WHAT YOU SHOULD DO –
Beginning with the first entry, set down each one exactly as shown.

DATA EXCERPTS –
++++++++++

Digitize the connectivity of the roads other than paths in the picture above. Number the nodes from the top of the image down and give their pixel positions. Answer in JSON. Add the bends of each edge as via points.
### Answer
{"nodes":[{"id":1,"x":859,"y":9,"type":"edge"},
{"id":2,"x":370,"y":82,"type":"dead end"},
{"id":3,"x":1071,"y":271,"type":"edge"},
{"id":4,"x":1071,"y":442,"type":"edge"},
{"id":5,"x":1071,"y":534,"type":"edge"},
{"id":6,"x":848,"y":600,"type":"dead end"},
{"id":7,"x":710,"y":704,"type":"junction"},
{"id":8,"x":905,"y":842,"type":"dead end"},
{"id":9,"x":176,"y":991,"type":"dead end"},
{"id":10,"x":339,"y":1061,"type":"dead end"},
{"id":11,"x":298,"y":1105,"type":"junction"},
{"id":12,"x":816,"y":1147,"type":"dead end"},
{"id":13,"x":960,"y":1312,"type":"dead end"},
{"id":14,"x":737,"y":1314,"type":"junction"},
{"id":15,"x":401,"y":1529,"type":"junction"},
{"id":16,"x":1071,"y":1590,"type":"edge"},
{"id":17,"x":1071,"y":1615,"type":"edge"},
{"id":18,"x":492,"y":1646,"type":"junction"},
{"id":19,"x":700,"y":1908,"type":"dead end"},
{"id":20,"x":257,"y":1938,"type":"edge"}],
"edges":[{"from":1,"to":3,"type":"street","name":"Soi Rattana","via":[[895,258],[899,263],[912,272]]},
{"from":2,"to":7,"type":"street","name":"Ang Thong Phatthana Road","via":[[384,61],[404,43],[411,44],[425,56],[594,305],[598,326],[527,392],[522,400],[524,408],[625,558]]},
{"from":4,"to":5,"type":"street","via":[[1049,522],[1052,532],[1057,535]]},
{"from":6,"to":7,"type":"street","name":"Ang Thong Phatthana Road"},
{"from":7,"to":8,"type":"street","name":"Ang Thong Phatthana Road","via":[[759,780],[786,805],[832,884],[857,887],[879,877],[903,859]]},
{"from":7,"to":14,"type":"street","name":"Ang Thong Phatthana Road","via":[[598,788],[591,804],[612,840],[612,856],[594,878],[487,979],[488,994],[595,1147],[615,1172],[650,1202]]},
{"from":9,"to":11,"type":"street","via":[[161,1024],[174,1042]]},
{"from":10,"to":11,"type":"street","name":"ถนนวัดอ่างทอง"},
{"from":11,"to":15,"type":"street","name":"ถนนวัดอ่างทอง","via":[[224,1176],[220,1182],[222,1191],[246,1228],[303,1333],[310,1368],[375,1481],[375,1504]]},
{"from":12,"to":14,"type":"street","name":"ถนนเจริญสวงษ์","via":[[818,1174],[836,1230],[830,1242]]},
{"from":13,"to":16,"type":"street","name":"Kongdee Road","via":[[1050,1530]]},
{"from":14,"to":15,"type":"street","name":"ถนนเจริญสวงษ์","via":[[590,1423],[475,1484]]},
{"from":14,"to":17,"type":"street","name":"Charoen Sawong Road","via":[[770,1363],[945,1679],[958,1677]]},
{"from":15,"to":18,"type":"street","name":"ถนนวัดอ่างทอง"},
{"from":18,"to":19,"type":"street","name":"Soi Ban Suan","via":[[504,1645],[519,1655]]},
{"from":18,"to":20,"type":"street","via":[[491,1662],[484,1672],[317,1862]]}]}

++++++++++

EXPECTED ANSWER –
Digitize the connectivity of the roads other than paths in the picture above. Number the nodes from the top of the image down and give their pixel positions. Answer in JSON. Add the bends of each edge as via points.
### Answer
{"nodes":[{"id":1,"x":859,"y":9,"type":"edge"},
{"id":2,"x":370,"y":82,"type":"dead end"},
{"id":3,"x":1071,"y":271,"type":"edge"},
{"id":4,"x":1071,"y":442,"type":"edge"},
{"id":5,"x":1071,"y":534,"type":"edge"},
{"id":6,"x":848,"y":600,"type":"dead end"},
{"id":7,"x":710,"y":704,"type":"junction"},
{"id":8,"x":905,"y":842,"type":"dead end"},
{"id":9,"x":176,"y":991,"type":"dead end"},
{"id":10,"x":339,"y":1061,"type":"dead end"},
{"id":11,"x":298,"y":1105,"type":"junction"},
{"id":12,"x":816,"y":1147,"type":"dead end"},
{"id":13,"x":960,"y":1312,"type":"dead end"},
{"id":14,"x":737,"y":1314,"type":"junction"},
{"id":15,"x":401,"y":1529,"type":"junction"},
{"id":16,"x":1071,"y":1590,"type":"edge"},
{"id":17,"x":1071,"y":1615,"type":"edge"},
{"id":18,"x":492,"y":1646,"type":"junction"},
{"id":19,"x":700,"y":1908,"type":"dead end"},
{"id":20,"x":257,"y":1938,"type":"edge"}],
"edges":[{"from":1,"to":3,"type":"street","name":"Soi Rattana","via":[[895,258],[899,263],[912,272]]},
{"from":2,"to":7,"type":"street","name":"Ang Thong Phatthana Road","via":[[384,61],[404,43],[411,44],[425,56],[594,305],[598,326],[527,392],[522,400],[524,408],[625,558]]},
{"from":4,"to":5,"type":"street","via":[[1049,522],[1052,532],[1057,535]]},
{"from":6,"to":7,"type":"street","name":"Ang Thong Phatthana Road"},
{"from":7,"to":8,"type":"street","name":"Ang Thong Phatthana Road","via":[[759,780],[786,805],[832,884],[857,887],[879,877],[903,859]]},
{"from":7,"to":14,"type":"street","name":"Ang Thong Phatthana Road","via":[[598,788],[591,804],[612,840],[612,856],[594,878],[487,979],[488,994],[595,1147],[615,1172],[650,1202]]},
{"from":9,"to":11,"type":"street","via":[[161,1024],[174,1042]]},
{"from":10,"to":11,"type":"street","name":"ถนนวัดอ่างทอง"},
{"from":11,"to":15,"type":"street","name":"ถนนวัดอ่างทอง","via":[[224,1176],[220,1182],[222,1191],[246,1228],[303,1333],[310,1368],[375,1481],[375,1504]]},
{"from":12,"to":14,"type":"street","name":"ถนนเจริญสวงษ์","via":[[818,1174],[836,1230],[830,1242]]},
{"from":13,"to":16,"type":"street","name":"Kongdee Road","via":[[1050,1530]]},
{"from":14,"to":15,"type":"street","name":"ถนนเจริญสวงษ์","via":[[590,1423],[475,1484]]},
{"from":14,"to":17,"type":"street","name":"Charoen Sawong Road","via":[[770,1363],[945,1679],[958,1677]]},
{"from":15,"to":18,"type":"street","name":"ถนนวัดอ่างทอง"},
{"from":18,"to":19,"type":"street","name":"Soi Ban Suan","via":[[504,1645],[519,1655]]},
{"from":18,"to":20,"type":"street","via":[[491,1662],[484,1672],[317,1862]]}]}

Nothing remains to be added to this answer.